• **Saved data entries**

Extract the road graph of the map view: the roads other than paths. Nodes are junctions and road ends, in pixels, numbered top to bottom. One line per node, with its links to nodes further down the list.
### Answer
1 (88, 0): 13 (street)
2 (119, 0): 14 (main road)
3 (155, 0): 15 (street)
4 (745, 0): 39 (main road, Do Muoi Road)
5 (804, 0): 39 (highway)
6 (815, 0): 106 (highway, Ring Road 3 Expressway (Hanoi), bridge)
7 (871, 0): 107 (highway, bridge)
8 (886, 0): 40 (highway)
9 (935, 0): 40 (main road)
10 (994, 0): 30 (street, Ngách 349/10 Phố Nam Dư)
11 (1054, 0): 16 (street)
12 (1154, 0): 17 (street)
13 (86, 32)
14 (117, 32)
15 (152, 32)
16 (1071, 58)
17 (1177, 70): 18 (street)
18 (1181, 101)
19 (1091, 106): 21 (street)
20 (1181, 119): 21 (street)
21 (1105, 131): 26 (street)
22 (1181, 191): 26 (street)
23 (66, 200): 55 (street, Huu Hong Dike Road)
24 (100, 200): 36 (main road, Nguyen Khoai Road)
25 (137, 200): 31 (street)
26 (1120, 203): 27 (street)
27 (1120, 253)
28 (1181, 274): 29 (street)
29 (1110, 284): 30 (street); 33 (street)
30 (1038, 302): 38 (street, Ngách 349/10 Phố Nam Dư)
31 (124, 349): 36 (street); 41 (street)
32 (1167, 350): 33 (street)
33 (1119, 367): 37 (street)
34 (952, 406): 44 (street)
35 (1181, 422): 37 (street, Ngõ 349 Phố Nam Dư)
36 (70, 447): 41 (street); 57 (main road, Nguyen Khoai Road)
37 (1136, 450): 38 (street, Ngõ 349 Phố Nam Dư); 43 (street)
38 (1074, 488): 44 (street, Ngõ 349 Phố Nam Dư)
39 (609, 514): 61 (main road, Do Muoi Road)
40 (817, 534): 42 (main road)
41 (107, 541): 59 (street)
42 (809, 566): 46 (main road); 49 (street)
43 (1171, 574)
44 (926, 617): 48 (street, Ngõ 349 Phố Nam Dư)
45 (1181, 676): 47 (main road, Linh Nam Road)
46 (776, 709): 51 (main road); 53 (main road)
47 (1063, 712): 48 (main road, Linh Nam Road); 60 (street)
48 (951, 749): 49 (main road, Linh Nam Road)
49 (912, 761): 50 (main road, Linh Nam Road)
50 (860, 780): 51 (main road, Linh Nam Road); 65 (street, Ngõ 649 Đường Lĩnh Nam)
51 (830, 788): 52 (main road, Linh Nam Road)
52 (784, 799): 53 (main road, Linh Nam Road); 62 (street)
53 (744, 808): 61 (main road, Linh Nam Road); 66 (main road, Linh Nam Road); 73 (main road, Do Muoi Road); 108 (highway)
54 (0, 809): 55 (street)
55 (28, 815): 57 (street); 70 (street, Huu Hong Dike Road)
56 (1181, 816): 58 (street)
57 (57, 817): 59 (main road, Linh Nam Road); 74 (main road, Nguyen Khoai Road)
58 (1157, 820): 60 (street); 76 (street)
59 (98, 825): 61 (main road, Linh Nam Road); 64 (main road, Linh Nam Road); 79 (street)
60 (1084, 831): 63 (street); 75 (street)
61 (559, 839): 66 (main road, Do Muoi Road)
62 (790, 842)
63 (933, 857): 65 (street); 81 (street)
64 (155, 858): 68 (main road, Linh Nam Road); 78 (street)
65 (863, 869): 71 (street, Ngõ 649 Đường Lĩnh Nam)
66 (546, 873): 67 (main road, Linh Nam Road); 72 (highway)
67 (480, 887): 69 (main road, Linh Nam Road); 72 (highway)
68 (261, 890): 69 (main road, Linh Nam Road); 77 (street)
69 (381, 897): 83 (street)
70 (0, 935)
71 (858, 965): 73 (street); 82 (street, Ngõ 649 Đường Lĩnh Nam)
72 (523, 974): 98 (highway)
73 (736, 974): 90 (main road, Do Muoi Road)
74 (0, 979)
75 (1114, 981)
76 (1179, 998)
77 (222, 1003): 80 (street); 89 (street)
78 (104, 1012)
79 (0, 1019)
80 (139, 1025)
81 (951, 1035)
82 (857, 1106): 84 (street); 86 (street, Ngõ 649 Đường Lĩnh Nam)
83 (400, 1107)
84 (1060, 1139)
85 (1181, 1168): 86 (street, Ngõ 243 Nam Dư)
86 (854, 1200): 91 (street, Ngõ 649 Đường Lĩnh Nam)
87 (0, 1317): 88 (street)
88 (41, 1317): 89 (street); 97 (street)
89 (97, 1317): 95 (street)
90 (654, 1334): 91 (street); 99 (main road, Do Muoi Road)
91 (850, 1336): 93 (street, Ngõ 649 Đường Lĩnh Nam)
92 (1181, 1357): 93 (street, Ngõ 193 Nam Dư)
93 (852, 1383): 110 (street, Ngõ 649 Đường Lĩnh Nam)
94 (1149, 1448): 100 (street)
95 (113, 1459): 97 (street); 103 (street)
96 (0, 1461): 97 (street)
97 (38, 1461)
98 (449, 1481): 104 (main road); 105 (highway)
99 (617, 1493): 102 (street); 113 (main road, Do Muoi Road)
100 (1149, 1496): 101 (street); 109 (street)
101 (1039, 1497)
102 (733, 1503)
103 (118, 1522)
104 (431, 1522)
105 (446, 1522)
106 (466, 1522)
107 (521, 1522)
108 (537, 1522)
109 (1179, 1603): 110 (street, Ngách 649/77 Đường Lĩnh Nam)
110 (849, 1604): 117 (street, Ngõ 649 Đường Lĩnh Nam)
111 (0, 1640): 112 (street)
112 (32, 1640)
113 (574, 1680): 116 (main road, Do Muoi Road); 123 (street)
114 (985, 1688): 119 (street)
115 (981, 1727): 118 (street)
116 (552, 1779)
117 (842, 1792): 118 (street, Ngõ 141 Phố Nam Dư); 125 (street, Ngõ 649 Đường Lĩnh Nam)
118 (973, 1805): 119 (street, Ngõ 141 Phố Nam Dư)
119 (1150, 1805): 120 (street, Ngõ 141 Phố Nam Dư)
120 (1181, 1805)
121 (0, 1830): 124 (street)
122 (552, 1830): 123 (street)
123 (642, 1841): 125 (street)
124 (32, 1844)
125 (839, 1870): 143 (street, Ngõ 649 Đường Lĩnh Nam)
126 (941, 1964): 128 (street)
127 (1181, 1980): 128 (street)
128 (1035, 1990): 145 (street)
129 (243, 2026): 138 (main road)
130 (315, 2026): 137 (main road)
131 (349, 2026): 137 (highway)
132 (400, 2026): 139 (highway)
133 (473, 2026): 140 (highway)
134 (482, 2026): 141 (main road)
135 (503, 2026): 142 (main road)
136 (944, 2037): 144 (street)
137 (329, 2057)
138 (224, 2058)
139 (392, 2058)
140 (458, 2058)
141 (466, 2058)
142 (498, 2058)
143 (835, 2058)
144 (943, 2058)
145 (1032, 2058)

• **WHAT YOU WILL DO**
Your answer should consist of every record, printed exactly as given.

• **ANSWER SECTION**
Extract the road graph of the map view: the roads other than paths. Nodes are junctions and road ends, in pixels, numbered top to bottom. One line per node, with its links to nodes further down the list.
### Answer
1 (88, 0): 13 (street)
2 (119, 0): 14 (main road)
3 (155, 0): 15 (street)
4 (745, 0): 39 (main road, Do Muoi Road)
5 (804, 0): 39 (highway)
6 (815, 0): 106 (highway, Ring Road 3 Expressway (Hanoi), bridge)
7 (871, 0): 107 (highway, bridge)
8 (886, 0): 40 (highway)
9 (935, 0): 40 (main road)
10 (994, 0): 30 (street, Ngách 349/10 Phố Nam Dư)
11 (1054, 0): 16 (street)
12 (1154, 0): 17 (street)
13 (86, 32)
14 (117, 32)
15 (152, 32)
16 (1071, 58)
17 (1177, 70): 18 (street)
18 (1181, 101)
19 (1091, 106): 21 (street)
20 (1181, 119): 21 (street)
21 (1105, 131): 26 (street)
22 (1181, 191): 26 (street)
23 (66, 200): 55 (street, Huu Hong Dike Road)
24 (100, 200): 36 (main road, Nguyen Khoai Road)
25 (137, 200): 31 (street)
26 (1120, 203): 27 (street)
27 (1120, 253)
28 (1181, 274): 29 (street)
29 (1110, 284): 30 (street); 33 (street)
30 (1038, 302): 38 (street, Ngách 349/10 Phố Nam Dư)
31 (124, 349): 36 (street); 41 (street)
32 (1167, 350): 33 (street)
33 (1119, 367): 37 (street)
34 (952, 406): 44 (street)
35 (1181, 422): 37 (street, Ngõ 349 Phố Nam Dư)
36 (70, 447): 41 (street); 57 (main road, Nguyen Khoai Road)
37 (1136, 450): 38 (street, Ngõ 349 Phố Nam Dư); 43 (street)
38 (1074, 488): 44 (street, Ngõ 349 Phố Nam Dư)
39 (609, 514): 61 (main road, Do Muoi Road)
40 (817, 534): 42 (main road)
41 (107, 541): 59 (street)
42 (809, 566): 46 (main road); 49 (street)
43 (1171, 574)
44 (926, 617): 48 (street, Ngõ 349 Phố Nam Dư)
45 (1181, 676): 47 (main road, Linh Nam Road)
46 (776, 709): 51 (main road); 53 (main road)
47 (1063, 712): 48 (main road, Linh Nam Road); 60 (street)
48 (951, 749): 49 (main road, Linh Nam Road)
49 (912, 761): 50 (main road, Linh Nam Road)
50 (860, 780): 51 (main road, Linh Nam Road); 65 (street, Ngõ 649 Đường Lĩnh Nam)
51 (830, 788): 52 (main road, Linh Nam Road)
52 (784, 799): 53 (main road, Linh Nam Road); 62 (street)
53 (744, 808): 61 (main road, Linh Nam Road); 66 (main road, Linh Nam Road); 73 (main road, Do Muoi Road); 108 (highway)
54 (0, 809): 55 (street)
55 (28, 815): 57 (street); 70 (street, Huu Hong Dike Road)
56 (1181, 816): 58 (street)
57 (57, 817): 59 (main road, Linh Nam Road); 74 (main road, Nguyen Khoai Road)
58 (1157, 820): 60 (street); 76 (street)
59 (98, 825): 61 (main road, Linh Nam Road); 64 (main road, Linh Nam Road); 79 (street)
60 (1084, 831): 63 (street); 75 (street)
61 (559, 839): 66 (main road, Do Muoi Road)
62 (790, 842)
63 (933, 857): 65 (street); 81 (street)
64 (155, 858): 68 (main road, Linh Nam Road); 78 (street)
65 (863, 869): 71 (street, Ngõ 649 Đường Lĩnh Nam)
66 (546, 873): 67 (main road, Linh Nam Road); 72 (highway)
67 (480, 887): 69 (main road, Linh Nam Road); 72 (highway)
68 (261, 890): 69 (main road, Linh Nam Road); 77 (street)
69 (381, 897): 83 (street)
70 (0, 935)
71 (858, 965): 73 (street); 82 (street, Ngõ 649 Đường Lĩnh Nam)
72 (523, 974): 98 (highway)
73 (736, 974): 90 (main road, Do Muoi Road)
74 (0, 979)
75 (1114, 981)
76 (1179, 998)
77 (222, 1003): 80 (street); 89 (street)
78 (104, 1012)
79 (0, 1019)
80 (139, 1025)
81 (951, 1035)
82 (857, 1106): 84 (street); 86 (street, Ngõ 649 Đường Lĩnh Nam)
83 (400, 1107)
84 (1060, 1139)
85 (1181, 1168): 86 (street, Ngõ 243 Nam Dư)
86 (854, 1200): 91 (street, Ngõ 649 Đường Lĩnh Nam)
87 (0, 1317): 88 (street)
88 (41, 1317): 89 (street); 97 (street)
89 (97, 1317): 95 (street)
90 (654, 1334): 91 (street); 99 (main road, Do Muoi Road)
91 (850, 1336): 93 (street, Ngõ 649 Đường Lĩnh Nam)
92 (1181, 1357): 93 (street, Ngõ 193 Nam Dư)
93 (852, 1383): 110 (street, Ngõ 649 Đường Lĩnh Nam)
94 (1149, 1448): 100 (street)
95 (113, 1459): 97 (street); 103 (street)
96 (0, 1461): 97 (street)
97 (38, 1461)
98 (449, 1481): 104 (main road); 105 (highway)
99 (617, 1493): 102 (street); 113 (main road, Do Muoi Road)
100 (1149, 1496): 101 (street); 109 (street)
101 (1039, 1497)
102 (733, 1503)
103 (118, 1522)
104 (431, 1522)
105 (446, 1522)
106 (466, 1522)
107 (521, 1522)
108 (537, 1522)
109 (1179, 1603): 110 (street, Ngách 649/77 Đường Lĩnh Nam)
110 (849, 1604): 117 (street, Ngõ 649 Đường Lĩnh Nam)
111 (0, 1640): 112 (street)
112 (32, 1640)
113 (574, 1680): 116 (main road, Do Muoi Road); 123 (street)
114 (985, 1688): 119 (street)
115 (981, 1727): 118 (street)
116 (552, 1779)
117 (842, 1792): 118 (street, Ngõ 141 Phố Nam Dư); 125 (street, Ngõ 649 Đường Lĩnh Nam)
118 (973, 1805): 119 (street, Ngõ 141 Phố Nam Dư)
119 (1150, 1805): 120 (street, Ngõ 141 Phố Nam Dư)
120 (1181, 1805)
121 (0, 1830): 124 (street)
122 (552, 1830): 123 (street)
123 (642, 1841): 125 (street)
124 (32, 1844)
125 (839, 1870): 143 (street, Ngõ 649 Đường Lĩnh Nam)
126 (941, 1964): 128 (street)
127 (1181, 1980): 128 (street)
128 (1035, 1990): 145 (street)
129 (243, 2026): 138 (main road)
130 (315, 2026): 137 (main road)
131 (349, 2026): 137 (highway)
132 (400, 2026): 139 (highway)
133 (473, 2026): 140 (highway)
134 (482, 2026): 141 (main road)
135 (503, 2026): 142 (main road)
136 (944, 2037): 144 (street)
137 (329, 2057)
138 (224, 2058)
139 (392, 2058)
140 (458, 2058)
141 (466, 2058)
142 (498, 2058)
143 (835, 2058)
144 (943, 2058)
145 (1032, 2058)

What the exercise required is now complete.